Sorry, but I don't really understand.  I know little
about `rx'.

>   > [But there may be some functions that already have a
>   > (different) interpretation of a list value for the
>   > same arg that could alternatively be a regexp string.
>   > (So maybe not "all" such functions.)]
> Are there any?  If so, it would be desirable to change them.

I was responding to this from you:

  WHat would people think of making all the functions that want a regexp
  accept an rx input equivalently?  If the arg is not a string, treat it
  as rx format.  Compilation could convert a constant non-string, for
  such args, to a regexp string.

I see now that you said "an rx input", so presumably
not just a list as arg but a list with car `rx'.  I
was thinking you meant just a list.  I'd bet there
are some functions that accept an arg that can be a
(nonempty) list or a string, and maybe even a regexp
string.  If there are then some minor adjustment
could be called for; that's all.

>   > Even assuming such a use case, should the compiler
>   > assume that _every_ such list arg should be compiled
>   > to a regexp string?
> Why not?  Is there any case in which it would be better
> to translate the rx to a regexp at run time?

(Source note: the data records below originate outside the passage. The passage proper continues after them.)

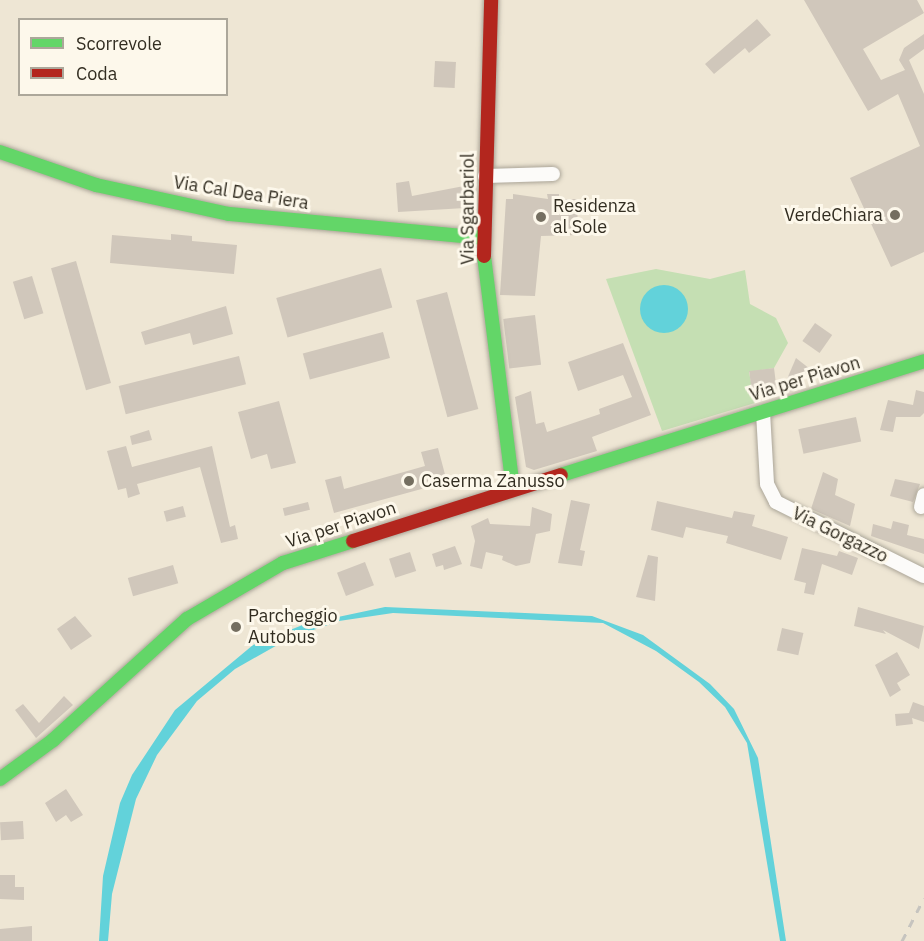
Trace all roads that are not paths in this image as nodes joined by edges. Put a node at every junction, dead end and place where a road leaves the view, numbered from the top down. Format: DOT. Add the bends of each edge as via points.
graph roads {
  1 [pos="491,0"];
  2 [pos="0,152"];
  3 [pos="553,174"];
  4 [pos="485,176"];
  5 [pos="482,238"];
  6 [pos="924,361"];
  7 [pos="763,412"];
  8 [pos="513,489"];
  9 [pos="924,576"];
  10 [pos="0,778"];
  1 -- 4 [label="street, Via Sgarbariol"];
  2 -- 5 [label="street, Via Cal Dea Piera" via="96,185 229,214"];
  3 -- 4 [label="street"];
  4 -- 5 [label="street, Via Sgarbariol"];
  5 -- 8 [label="street, Via Sgarbariol"];
  6 -- 7 [label="street, Via per Piavon"];
  7 -- 8 [label="street, Via per Piavon"];
  7 -- 9 [label="street, Via Gorgazzo" via="766,484 776,502"];
  8 -- 10 [label="street, Via per Piavon" via="314,550 253,578 187,619 53,740"];
}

I think I misunderstood you, and might still.
Still, there's a difference between passing
(quote SOME-MACRO-SEXP) as arg and passing
SOME-MACRO-SEXP.  We have `quote' for a reason.

If you want macro-expansion at compile time
why wouldn't you just pass (rx...) as the arg,
instead of (quote (rx...))?

But you know all this better than I, so no doubt
I'm just missing your point - in which case feel
free to ignore.

>   > > The only problem is, which key would it be?
>   > Some non-repeatable key.  Some key that can't be
>   > used (by default) to edit minibuffer text.  Maybe
>   > something like `C-x x'?
> Is there any reasonable one-character key?

There are lots of 1-char keys that are not defined
in a minibuffer keymap by default.  And perhaps
even some that are defined there by default but
that aren't useful for reading a regexp (so could
be co-opted when reading regexp input, if needed).

As just one example, `M-R' is not defined (`M-r'
is).  `M-R' is `move-to-window-line-top-bottom',
which isn't so useful in a minibuffer window.

(It is a repeatable key, BTW, and its global
binding is a repeatable command.  But that command
isn't very useful in the minibuffer.)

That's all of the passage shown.